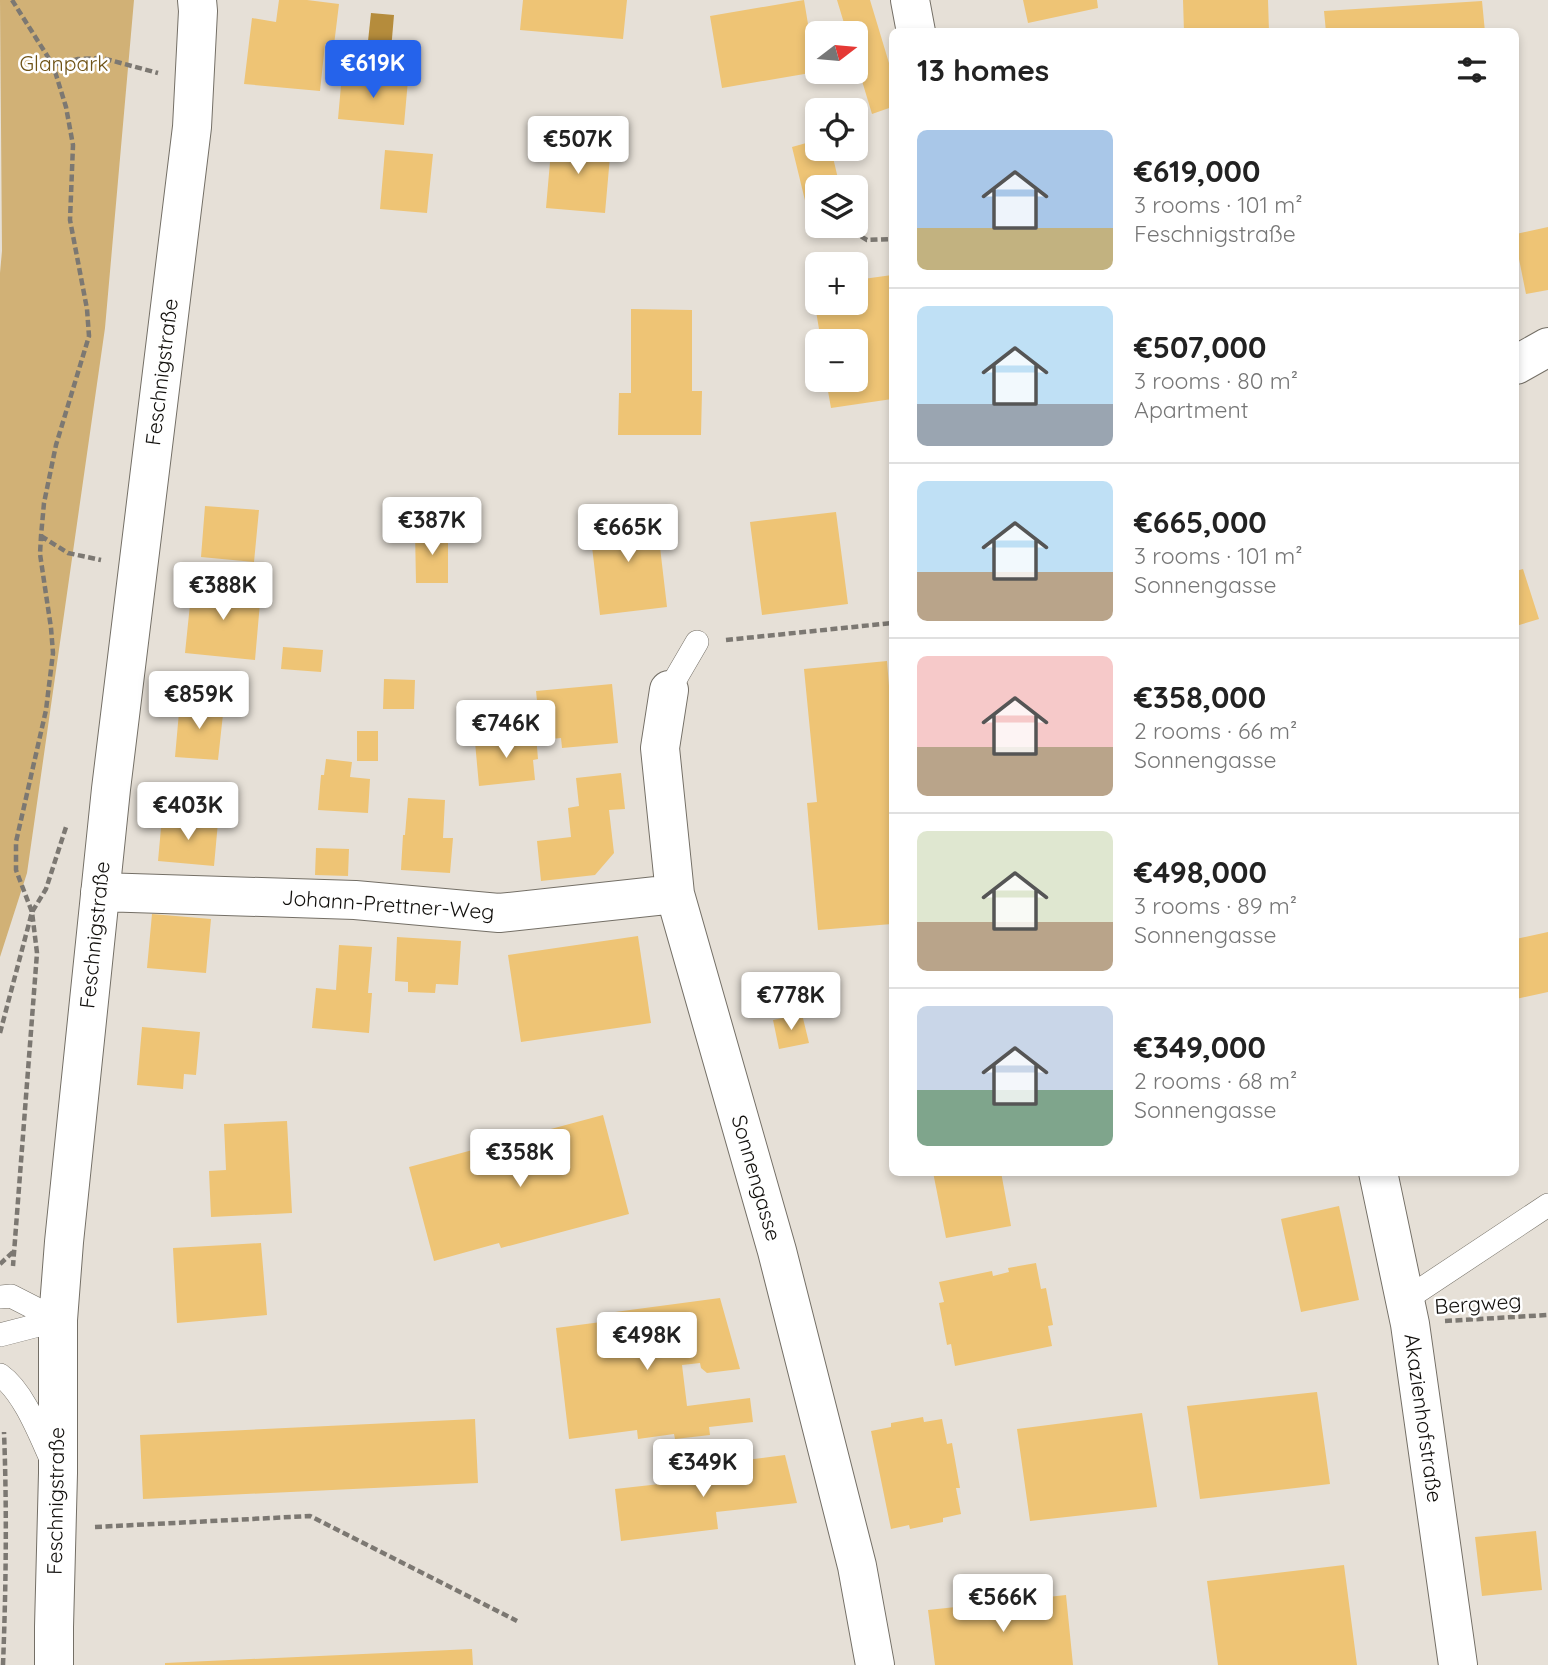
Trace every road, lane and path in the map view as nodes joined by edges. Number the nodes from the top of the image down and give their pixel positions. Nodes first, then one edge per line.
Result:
1 (12, 0) edge
2 (197, 0) edge
3 (910, 0) edge
4 (915, 28) edge
5 (53, 65) junction
6 (163, 74) dead end
7 (864, 238) edge
8 (889, 239) edge
9 (1548, 347) edge
10 (1519, 363) edge
11 (41, 536) junction
12 (103, 560) dead end
13 (889, 623) edge
14 (697, 642) joint
15 (669, 690) joint
16 (100, 892) junction
17 (675, 894) junction
18 (32, 912) junction
19 (0, 1033) edge
20 (1379, 1176) edge
21 (1548, 1205) edge
22 (0, 1264) edge
23 (0, 1297) edge
24 (1407, 1312) junction
25 (1548, 1315) edge
26 (58, 1320) junction
27 (0, 1335) edge
28 (3, 1377) edge
29 (58, 1473) junction
30 (56, 1529) junction
31 (517, 1621) dead end
32 (3, 1665) edge
33 (54, 1665) edge
34 (875, 1665) edge
35 (1458, 1665) edge

1 - 5 path
2 - 16 street, Feschnigstraße
3 - 4 street
5 - 6 path
5 - 11 path
7 - 8 path
9 - 10 street
11 - 12 path
11 - 18 path
13 - 14 path
14 - 15 lane
15 - 17 street, Sonnengasse
16 - 17 street, Johann-Prettner-Weg
16 - 26 street, Feschnigstraße
17 - 34 street, Sonnengasse
18 - 19 path
18 - 22 path
20 - 24 street, Akazienhofstraße
21 - 24 lane
23 - 26 lane
24 - 25 path, Bergweg
24 - 35 street, Akazienhofstraße
26 - 27 lane
26 - 29 street, Feschnigstraße
28 - 29 lane
28 - 32 path
29 - 30 street, Feschnigstraße
30 - 31 path
30 - 33 street, Feschnigstraße

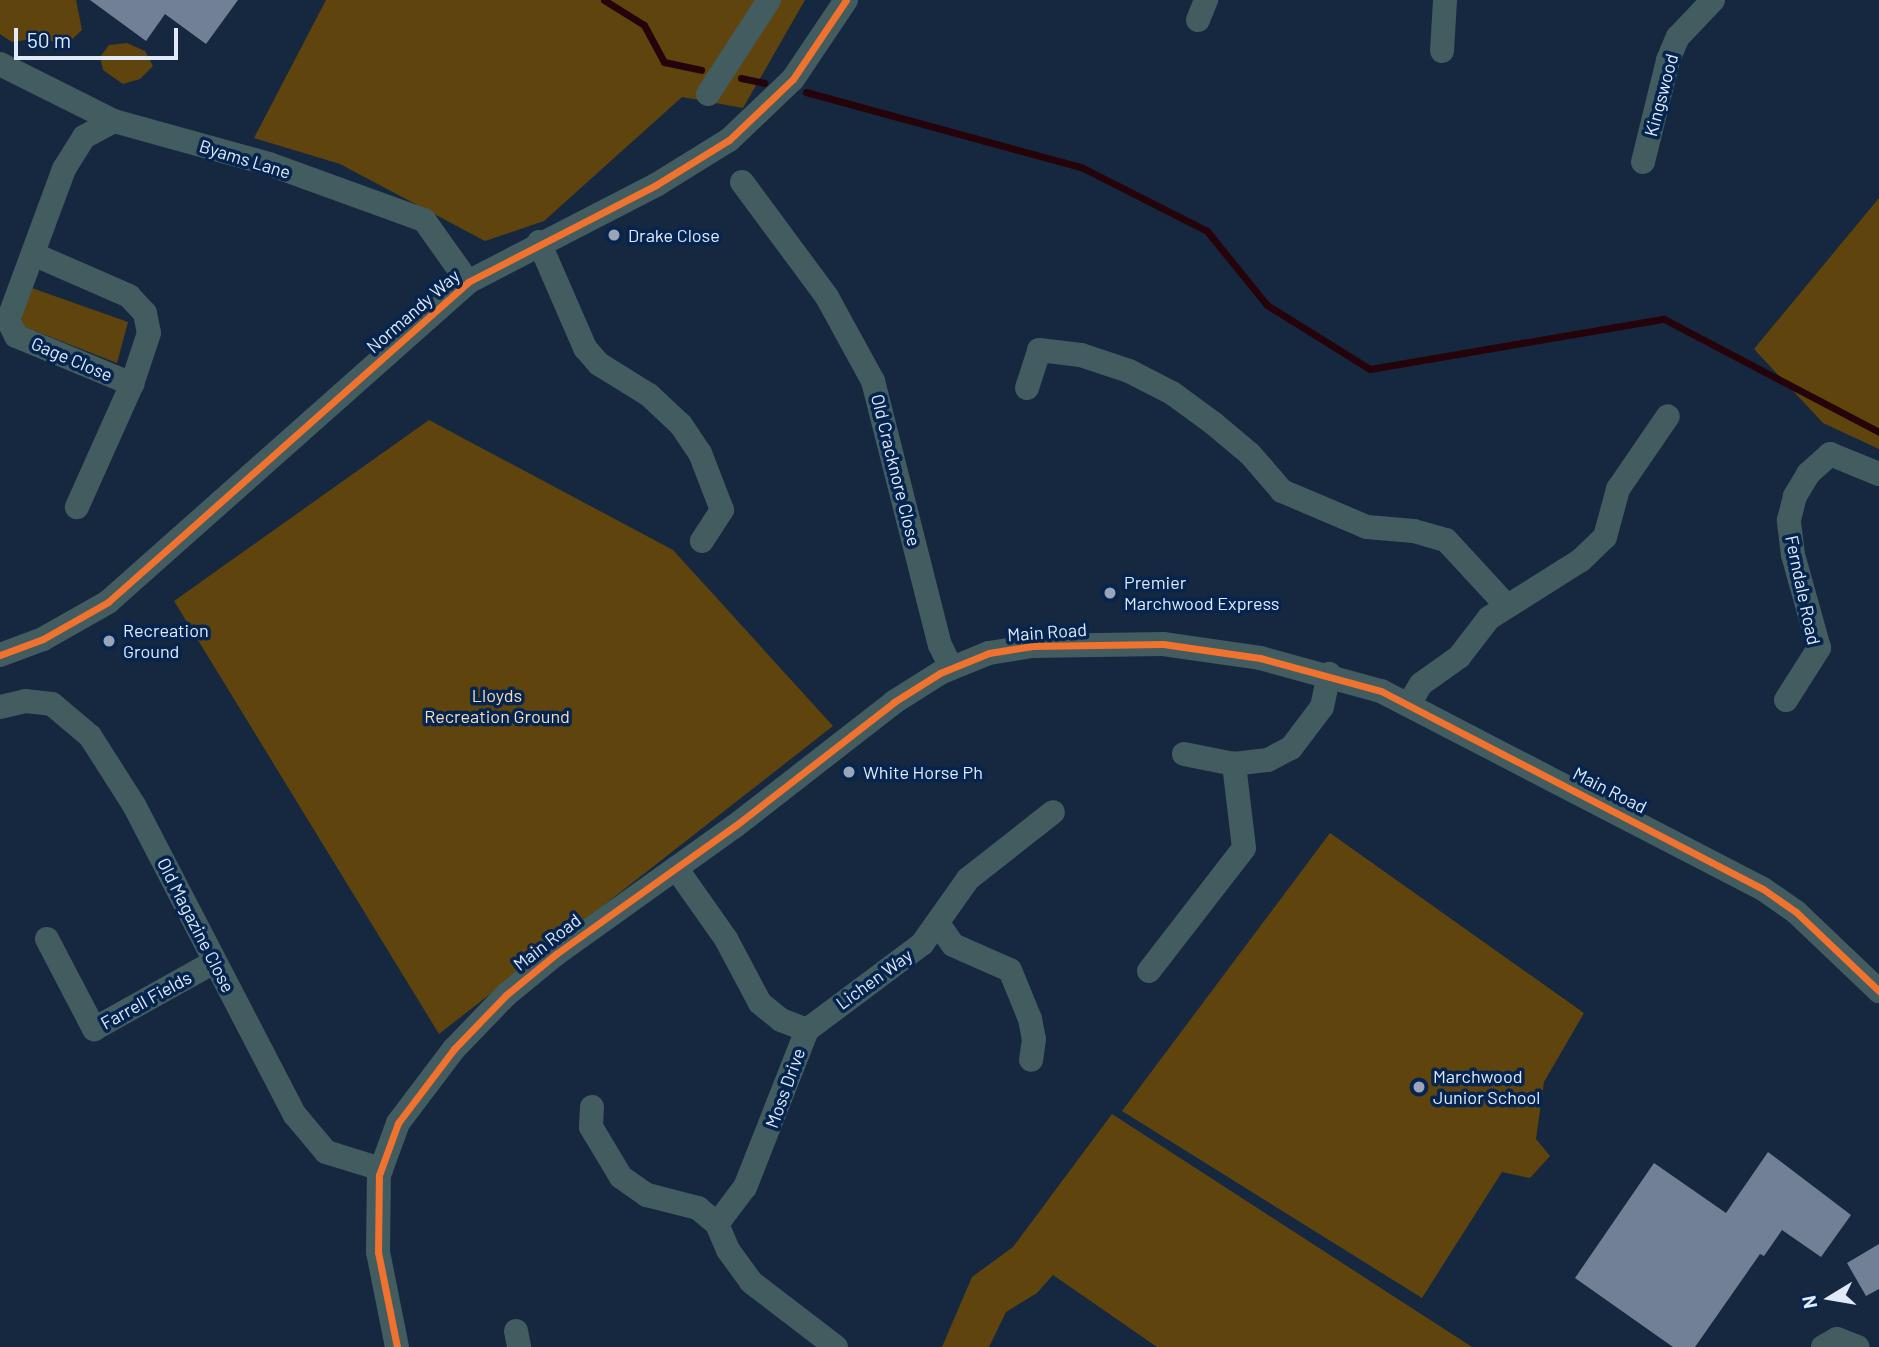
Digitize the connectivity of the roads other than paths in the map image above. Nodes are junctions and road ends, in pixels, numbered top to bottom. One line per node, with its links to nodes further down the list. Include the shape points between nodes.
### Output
1 (769, 0): 7 (street)
2 (846, 0): 11 (street, Normandy Way, via 793,79 729,140 656,185)
3 (1445, 0): 5 (street)
4 (1713, 0): 9 (street, Kingswood, via 1678,37 1668,60)
5 (1442, 51)
6 (0, 64): 8 (street, Byams Lane)
7 (708, 94)
8 (114, 121): 12 (street, Gage Close, via 84,137 64,169); 13 (street, Byams Lane, via 269,164 424,220)
9 (1643, 162)
10 (742, 182): 22 (street, Old Cracknore Close, via 827,297 873,381 940,645)
11 (540, 242): 13 (street, Normandy Way); 19 (street, via 585,348 607,371 649,395 700,453 722,510)
12 (33, 254): 14 (street, Gage Close, via 129,296 145,313 149,333); 14 (street, Gage Close, via 8,320 16,336)
13 (468, 282): 21 (street, Normandy Way, via 108,603 43,639)
14 (132, 384): 18 (street, Gage Close)
15 (1027, 388): 20 (street, via 1040,350 1081,355 1129,371 1172,393 1213,423 1250,454 1282,491 1367,527 1414,531 1446,540)
16 (1668, 416): 20 (street, via 1618,489 1605,537 1581,560)
17 (1879, 474): 24 (street, Ferndale Road, via 1830,454 1808,474 1795,496 1789,520 1793,555 1819,648)
18 (77, 507)
19 (702, 541)
20 (1507, 606): 25 (street, via 1489,618 1459,657 1422,684)
21 (0, 655)
22 (951, 668): 23 (street, Main Road, via 1009,649 1133,643 1225,652); 30 (street, Main Road, via 894,702)
23 (1329, 674): 25 (street, Main Road); 28 (street, via 1322,707 1291,748 1268,760)
24 (1786, 700)
25 (1409, 704): 35 (street, Main Road, via 1763,889 1796,912)
26 (0, 708): 33 (street, Old Magazine Close, via 25,701 52,704 90,736 134,806)
27 (1184, 754): 28 (street)
28 (1234, 764): 34 (street, via 1244,848)
29 (1053, 812): 31 (street, Lichen Way, via 968,879)
30 (676, 868): 36 (street, Moss Drive, via 726,939 754,996 781,1020); 39 (street, Main Road, via 556,954 481,1021 398,1123)
31 (939, 926): 36 (street, Lichen Way, via 922,944); 37 (street, via 953,946 1010,970 1030,1019 1034,1039)
32 (47, 939): 33 (street, Farrell Fields, via 94,1029)
33 (214, 962): 39 (street, Old Magazine Close, via 305,1129 338,1158)
34 (1149, 971)
35 (1879, 991)
36 (807, 1030): 40 (street, Moss Drive, via 745,1187)
37 (1031, 1060)
38 (592, 1107): 40 (street, via 591,1128 621,1177 647,1195 698,1208)
39 (381, 1169): 41 (street, Main Road, via 377,1234)
40 (717, 1224): 42 (street, via 727,1250 751,1282)
41 (397, 1347)
42 (836, 1347)
43 (1823, 1347): 44 (street, via 1838,1339)
44 (1858, 1347)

= WHAT IS EXPECTED =
Starting with the first line of the data, transcribe every line exactly through the one containing "Digitize the connectivity". No pictures go in.

= ANSWER TO THE EXERCISE =
Trace every road, lane and path in the map view as nodes joined by edges. Number the nodes from the top of the image down and give their pixel positions. Nodes first, then one edge per line.
Result:
1 (12, 0) edge
2 (197, 0) edge
3 (910, 0) edge
4 (915, 28) edge
5 (53, 65) junction
6 (163, 74) dead end
7 (864, 238) edge
8 (889, 239) edge
9 (1548, 347) edge
10 (1519, 363) edge
11 (41, 536) junction
12 (103, 560) dead end
13 (889, 623) edge
14 (697, 642) joint
15 (669, 690) joint
16 (100, 892) junction
17 (675, 894) junction
18 (32, 912) junction
19 (0, 1033) edge
20 (1379, 1176) edge
21 (1548, 1205) edge
22 (0, 1264) edge
23 (0, 1297) edge
24 (1407, 1312) junction
25 (1548, 1315) edge
26 (58, 1320) junction
27 (0, 1335) edge
28 (3, 1377) edge
29 (58, 1473) junction
30 (56, 1529) junction
31 (517, 1621) dead end
32 (3, 1665) edge
33 (54, 1665) edge
34 (875, 1665) edge
35 (1458, 1665) edge

1 - 5 path
2 - 16 street, Feschnigstraße
3 - 4 street
5 - 6 path
5 - 11 path
7 - 8 path
9 - 10 street
11 - 12 path
11 - 18 path
13 - 14 path
14 - 15 lane
15 - 17 street, Sonnengasse
16 - 17 street, Johann-Prettner-Weg
16 - 26 street, Feschnigstraße
17 - 34 street, Sonnengasse
18 - 19 path
18 - 22 path
20 - 24 street, Akazienhofstraße
21 - 24 lane
23 - 26 lane
24 - 25 path, Bergweg
24 - 35 street, Akazienhofstraße
26 - 27 lane
26 - 29 street, Feschnigstraße
28 - 29 lane
28 - 32 path
29 - 30 street, Feschnigstraße
30 - 31 path
30 - 33 street, Feschnigstraße

Digitize the connectivity of the roads other than paths in the map image above. Nodes are junctions and road ends, in pixels, numbered top to bottom. One line per node, with its links to nodes further down the list. Include the shape points between nodes.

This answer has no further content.